-- Opening Marker --

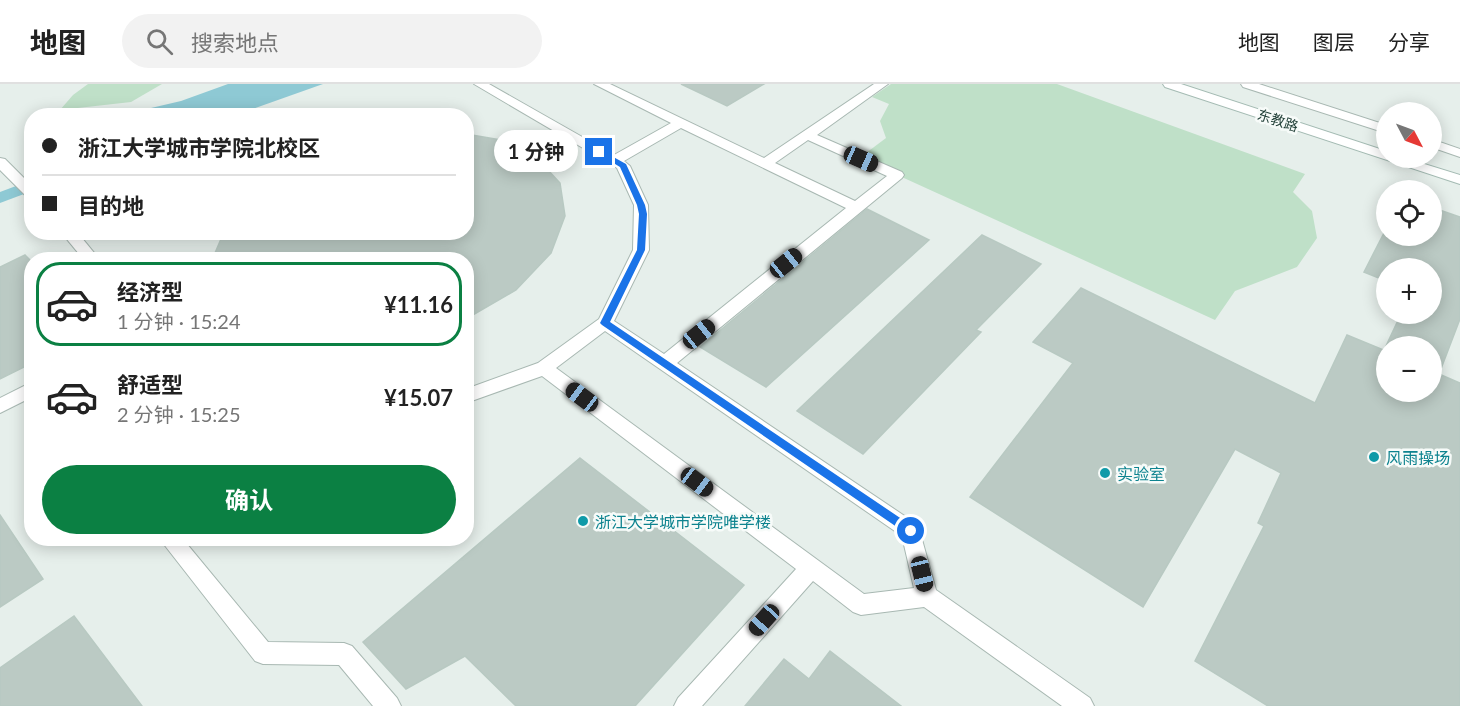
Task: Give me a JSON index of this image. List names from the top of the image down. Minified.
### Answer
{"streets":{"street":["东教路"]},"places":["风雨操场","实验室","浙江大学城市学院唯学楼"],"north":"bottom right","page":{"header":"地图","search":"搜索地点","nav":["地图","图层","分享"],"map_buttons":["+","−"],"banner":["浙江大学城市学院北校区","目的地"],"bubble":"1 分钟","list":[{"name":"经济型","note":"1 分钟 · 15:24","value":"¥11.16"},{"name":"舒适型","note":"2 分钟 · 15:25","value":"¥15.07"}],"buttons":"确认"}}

-- Closing Marker --

DIRECTIONS:
Please give the data again unaltered, leaving out any images.

RESPONSE:
Task: Give me a JSON index of this image. List names from the top of the image down. Minified.
### Answer
{"streets":{"street":["东教路"]},"places":["风雨操场","实验室","浙江大学城市学院唯学楼"],"north":"bottom right","page":{"header":"地图","search":"搜索地点","nav":["地图","图层","分享"],"map_buttons":["+","−"],"banner":["浙江大学城市学院北校区","目的地"],"bubble":"1 分钟","list":[{"name":"经济型","note":"1 分钟 · 15:24","value":"¥11.16"},{"name":"舒适型","note":"2 分钟 · 15:25","value":"¥15.07"}],"buttons":"确认"}}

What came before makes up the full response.